The wild fusillade of colorful characters and incidents in "Cocaine Cowboys" gets toned down a touch in "Cocaine Cowboys II: Hustlin' With the Godmother," less a sequel than an extended chapter of the previous saga of how Colombian drug lords took over the U.S. cocaine trade in the early 1980s.
The wild fusillade of colorful characters and incidents in “Cocaine Cowboys” gets toned down a touch in “Cocaine Cowboys II: Hustlin’ With the Godmother,” less a sequel than an extended chapter of the previous saga of how Colombian drug lords took over the U.S. cocaine trade in the early 1980s. Director Billy Corben veers from the first film’s panoramic view to a narrower focus on small-time gangbanger Charles Cosby, who has quite a story to tell — and does it extremely well. True-crime fans will make up the docu’s core aud during midsummer release through Magnolia’s new Magnet distrib arm.
The terrifically entertaining “Cocaine Cowboys” balanced meticulous reporting with a near-ghoulish glee at the mounting body count in the steamy and violent ’80s Miami scene (which was far less entertaining for those South Florida residents who had to live through the dreadful crime wave). Corben’s return to the saga takes an unexpected turn toward Oakland, but brings viewers right back to the first film’s evil central figure, Griselda Blanco, aka the Godmother.
Cosby lays down his biography at the start, describing a happy childhood in a black middle-class section of Oakland, Ca. After his mother learned that his father had a male lover, Cosby, without a father figure from that point on, drifted almost inevitably toward the gang life. By the time he was in the 12th grade in 1984, crack cocaine was all the rage in Oakland.
Rising up the ladder as gangs began to control the local drug trade, Cosby was up to his ears in violence (starkly and ingeniously depicted here in “Boondocks”-style animated sequences by David Cypkin, who also serves as a producer and editor) and was forced to flee town for more than a year before he could return. Learning of Blanco’s arrest and impressed with her control of the cocaine biz, Cosby wrote her fan letters — to which, amazingly, Blanco responded.
Like something out of pulp fiction, Cosby and Blanco struck up a friendship and, eventually, a relationship behind bars. To his and the viewer’s shock, no high-security prison could keep Blanco from controlling her affairs. Cosby grew so informed about Blanco’s life that he’s able to recount, with exceptional detail, Blanco’s hard-bitten upbringing in Colombian slums and her own rise through the drug world via prostitution. (Pic’s story is abetted by further accounts from such Florida investigators as Bob Palombo, who served a similar role in the first doc.)
Blanco’s status as a literal drug queen (she lived in palatial digs and paid for a grand statue of her to be made and placed in the manse) was earned by any means necessary, including the murders of two of her husbands.

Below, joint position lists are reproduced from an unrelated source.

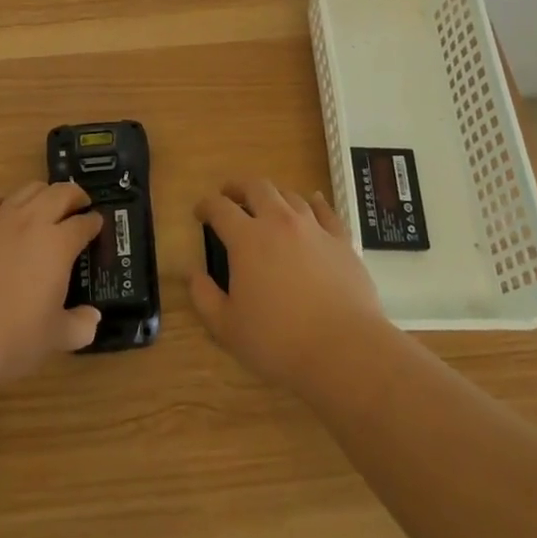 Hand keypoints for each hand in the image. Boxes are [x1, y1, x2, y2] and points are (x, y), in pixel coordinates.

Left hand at [0, 181, 103, 386]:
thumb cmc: (12, 337)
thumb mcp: (54, 338)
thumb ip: (79, 325)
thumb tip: (93, 319)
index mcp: (58, 244)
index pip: (83, 223)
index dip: (94, 222)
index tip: (98, 223)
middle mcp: (31, 222)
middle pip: (59, 193)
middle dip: (74, 195)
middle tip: (79, 204)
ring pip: (26, 190)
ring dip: (42, 193)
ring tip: (45, 203)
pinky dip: (2, 202)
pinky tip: (2, 211)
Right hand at [191, 180, 388, 392]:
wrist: (343, 350)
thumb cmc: (278, 341)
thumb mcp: (227, 328)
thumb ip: (204, 296)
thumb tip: (192, 272)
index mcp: (247, 239)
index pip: (220, 208)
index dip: (206, 205)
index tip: (200, 212)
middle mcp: (279, 222)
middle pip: (256, 188)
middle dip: (238, 187)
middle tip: (230, 196)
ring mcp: (313, 228)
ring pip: (290, 195)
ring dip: (273, 195)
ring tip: (268, 205)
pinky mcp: (341, 241)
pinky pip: (326, 210)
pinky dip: (315, 202)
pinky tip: (314, 201) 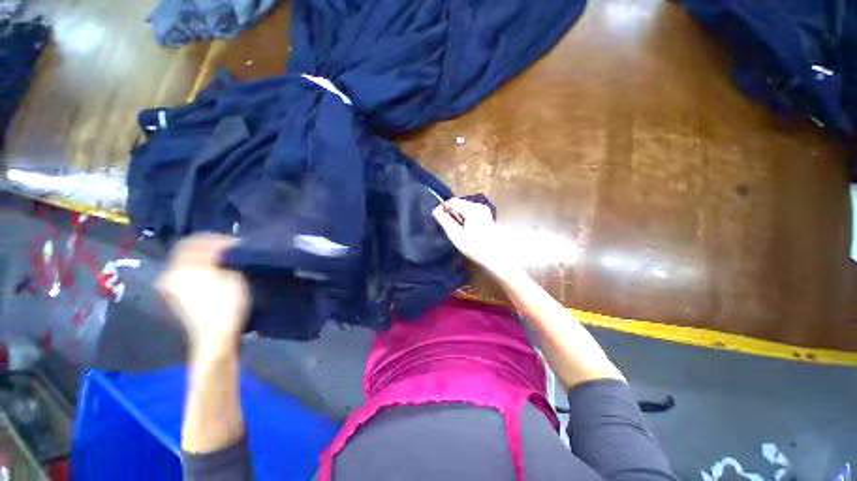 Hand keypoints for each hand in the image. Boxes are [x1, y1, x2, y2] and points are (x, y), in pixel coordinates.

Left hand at [157, 234, 248, 360]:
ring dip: (207, 259)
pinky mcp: (179, 298)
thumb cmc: (225, 303)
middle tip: (232, 250)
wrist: (215, 336)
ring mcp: (172, 287)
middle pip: (190, 251)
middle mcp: (171, 274)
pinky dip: (203, 270)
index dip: (216, 238)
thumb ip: (224, 255)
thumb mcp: (230, 275)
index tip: (235, 242)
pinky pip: (189, 274)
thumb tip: (224, 243)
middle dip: (211, 248)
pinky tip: (217, 275)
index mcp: (181, 266)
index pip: (194, 240)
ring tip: (227, 262)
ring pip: (189, 263)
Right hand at [432, 198, 512, 272]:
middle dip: (450, 212)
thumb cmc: (475, 247)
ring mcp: (484, 211)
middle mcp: (479, 206)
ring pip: (465, 208)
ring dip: (457, 216)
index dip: (442, 208)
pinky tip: (464, 230)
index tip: (436, 218)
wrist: (497, 257)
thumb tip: (435, 211)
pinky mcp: (487, 217)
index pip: (452, 201)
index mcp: (472, 209)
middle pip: (459, 203)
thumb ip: (445, 221)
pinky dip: (464, 219)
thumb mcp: (456, 235)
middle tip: (445, 226)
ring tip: (454, 229)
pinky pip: (471, 213) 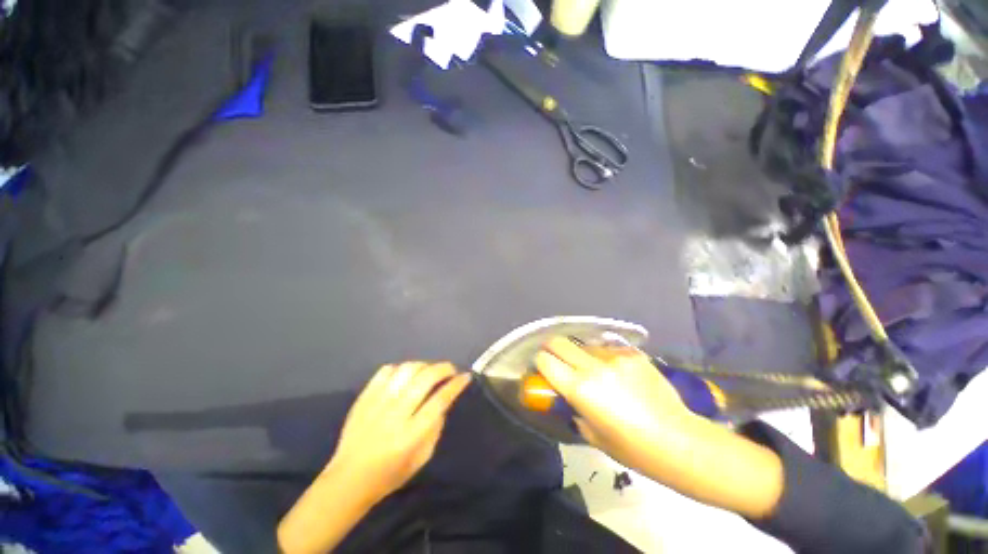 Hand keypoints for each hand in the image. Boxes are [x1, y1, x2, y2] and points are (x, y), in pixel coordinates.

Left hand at [327, 362, 471, 504]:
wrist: (347, 480)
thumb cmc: (389, 475)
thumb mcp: (421, 459)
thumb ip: (435, 428)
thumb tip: (443, 402)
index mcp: (410, 435)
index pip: (439, 400)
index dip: (455, 385)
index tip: (465, 376)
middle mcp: (395, 415)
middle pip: (425, 379)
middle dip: (443, 369)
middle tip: (451, 369)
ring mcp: (377, 403)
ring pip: (406, 370)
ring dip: (424, 365)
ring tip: (429, 371)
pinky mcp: (364, 398)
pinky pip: (385, 371)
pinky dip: (400, 368)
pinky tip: (405, 376)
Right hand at [534, 337, 691, 468]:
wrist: (678, 440)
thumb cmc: (632, 448)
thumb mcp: (592, 435)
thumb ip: (574, 410)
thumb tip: (567, 396)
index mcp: (579, 388)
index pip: (545, 360)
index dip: (539, 362)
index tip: (541, 367)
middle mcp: (593, 366)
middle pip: (559, 342)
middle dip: (551, 348)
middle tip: (556, 358)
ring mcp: (614, 357)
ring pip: (584, 344)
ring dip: (580, 354)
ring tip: (591, 368)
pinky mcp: (632, 354)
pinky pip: (608, 349)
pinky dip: (603, 357)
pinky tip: (615, 371) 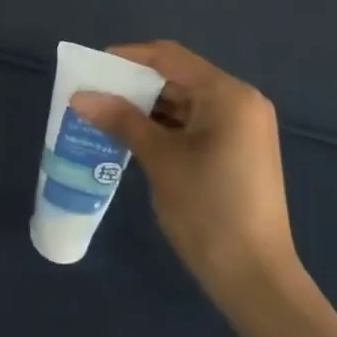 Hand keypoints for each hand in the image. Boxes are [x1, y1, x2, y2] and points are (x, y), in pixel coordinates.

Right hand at [72, 41, 295, 293]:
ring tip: (106, 114)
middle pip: (178, 77)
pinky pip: (196, 123)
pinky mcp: (239, 150)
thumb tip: (80, 96)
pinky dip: (166, 126)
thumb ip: (121, 120)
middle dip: (135, 85)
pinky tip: (133, 136)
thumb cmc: (208, 210)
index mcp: (228, 94)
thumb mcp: (160, 160)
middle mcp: (241, 101)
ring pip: (185, 101)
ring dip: (147, 107)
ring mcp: (243, 127)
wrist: (256, 279)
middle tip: (94, 93)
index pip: (169, 57)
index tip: (92, 67)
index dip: (128, 57) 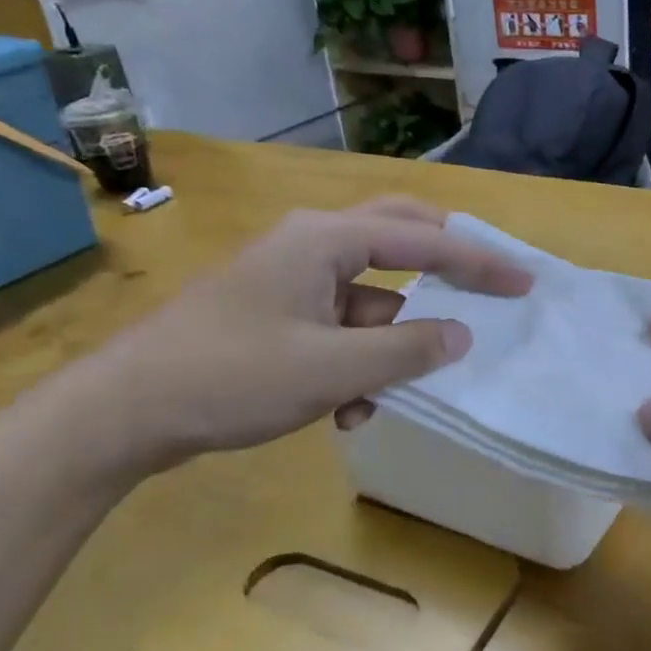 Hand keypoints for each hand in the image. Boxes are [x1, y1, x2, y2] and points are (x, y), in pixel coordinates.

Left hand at [81, 198, 530, 468]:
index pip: (422, 239)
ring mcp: (289, 281)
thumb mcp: (332, 369)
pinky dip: (354, 361)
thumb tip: (462, 335)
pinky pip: (337, 328)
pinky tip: (343, 410)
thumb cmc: (232, 377)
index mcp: (325, 240)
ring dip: (388, 344)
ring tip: (387, 396)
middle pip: (396, 241)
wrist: (127, 410)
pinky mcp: (275, 315)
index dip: (478, 262)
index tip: (523, 283)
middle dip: (442, 269)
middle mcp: (310, 246)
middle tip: (485, 288)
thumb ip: (405, 349)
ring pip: (366, 299) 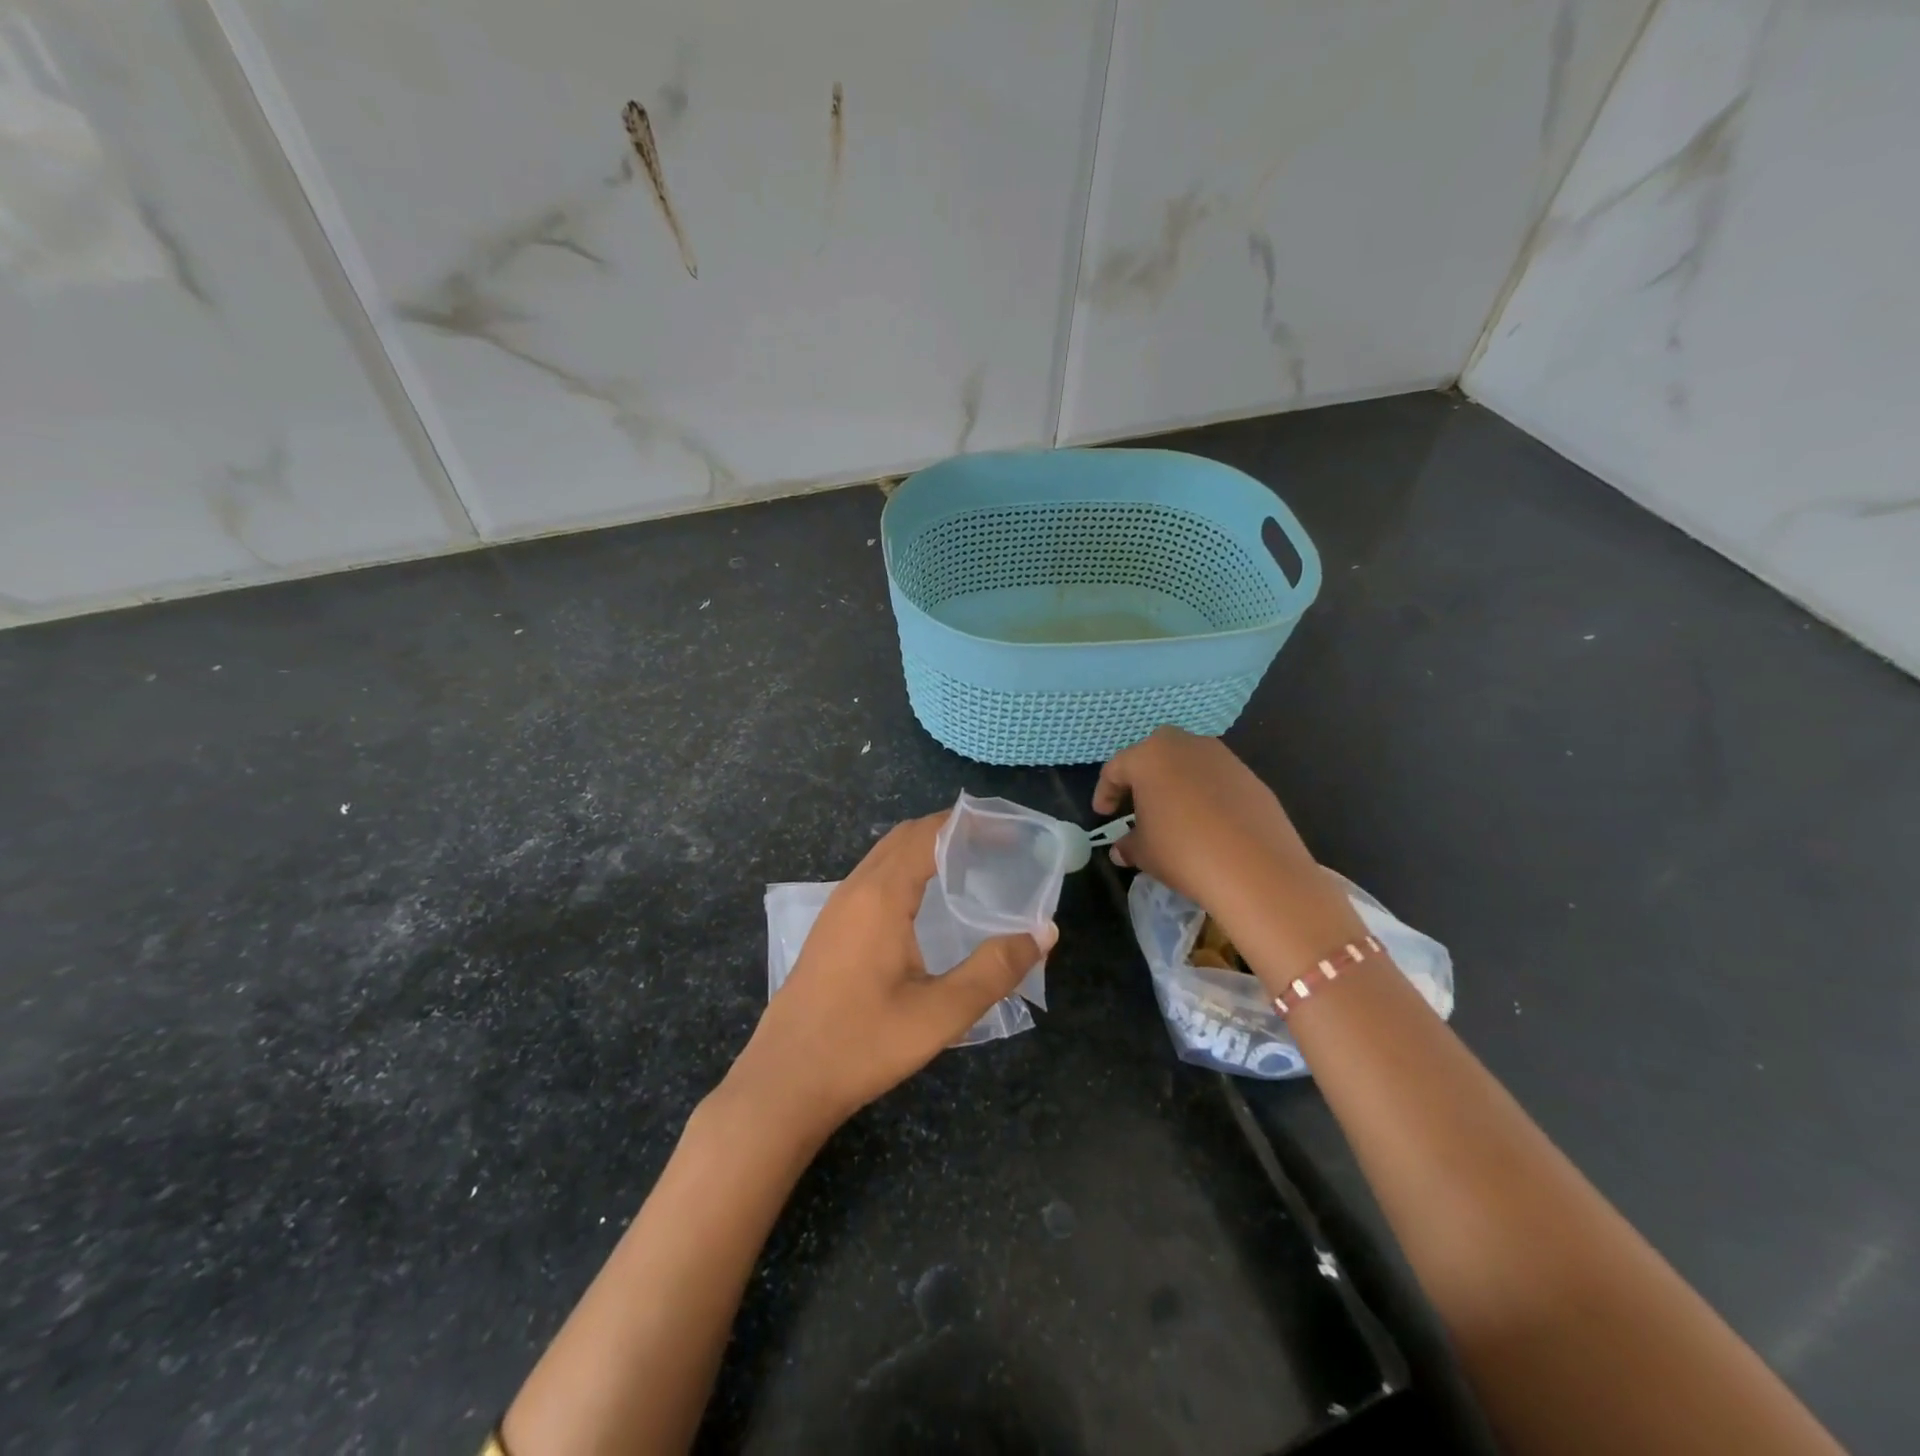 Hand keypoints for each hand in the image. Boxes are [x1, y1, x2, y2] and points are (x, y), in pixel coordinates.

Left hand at [725, 813, 1053, 1141]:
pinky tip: (928, 902)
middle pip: (906, 836)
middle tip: (999, 843)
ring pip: (886, 855)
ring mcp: (837, 908)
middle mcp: (855, 889)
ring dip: (927, 847)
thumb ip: (995, 970)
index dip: (971, 824)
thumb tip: (1043, 932)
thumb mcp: (940, 1013)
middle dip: (952, 830)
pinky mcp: (831, 929)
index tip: (1011, 829)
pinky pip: (874, 877)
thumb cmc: (863, 1044)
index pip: (929, 834)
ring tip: (971, 864)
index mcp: (880, 896)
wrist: (784, 1082)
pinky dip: (907, 868)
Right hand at [1094, 727, 1362, 988]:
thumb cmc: (1183, 852)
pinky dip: (1205, 794)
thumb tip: (1122, 849)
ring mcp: (1222, 757)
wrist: (1256, 867)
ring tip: (1173, 815)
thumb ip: (1128, 844)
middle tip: (1136, 804)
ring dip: (1176, 783)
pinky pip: (1216, 779)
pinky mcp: (1250, 776)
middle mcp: (1185, 745)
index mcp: (1149, 756)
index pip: (1116, 768)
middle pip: (1154, 754)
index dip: (1105, 792)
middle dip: (1142, 776)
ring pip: (1188, 763)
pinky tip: (1207, 824)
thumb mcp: (1144, 852)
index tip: (1103, 815)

Able to smell betrayal at long distances, Blanco eventually turned on Cosby, whom she suspected of fooling around with another woman.
It’s crackerjack stuff, punctuated by the perfect open ending: Blanco is still alive, possibly still gunning for Cosby and — most disturbing of all — out of prison. She remains in hiding, and the viewer is left to ponder if Cosby, who says he’s left crime behind once and for all, hasn’t possibly signed his death sentence by participating in the pic.
Technical aspects are consistent with “Cocaine Cowboys,” with just the right, rough-and-rowdy edge, driven by a nonstop hip-hop soundtrack.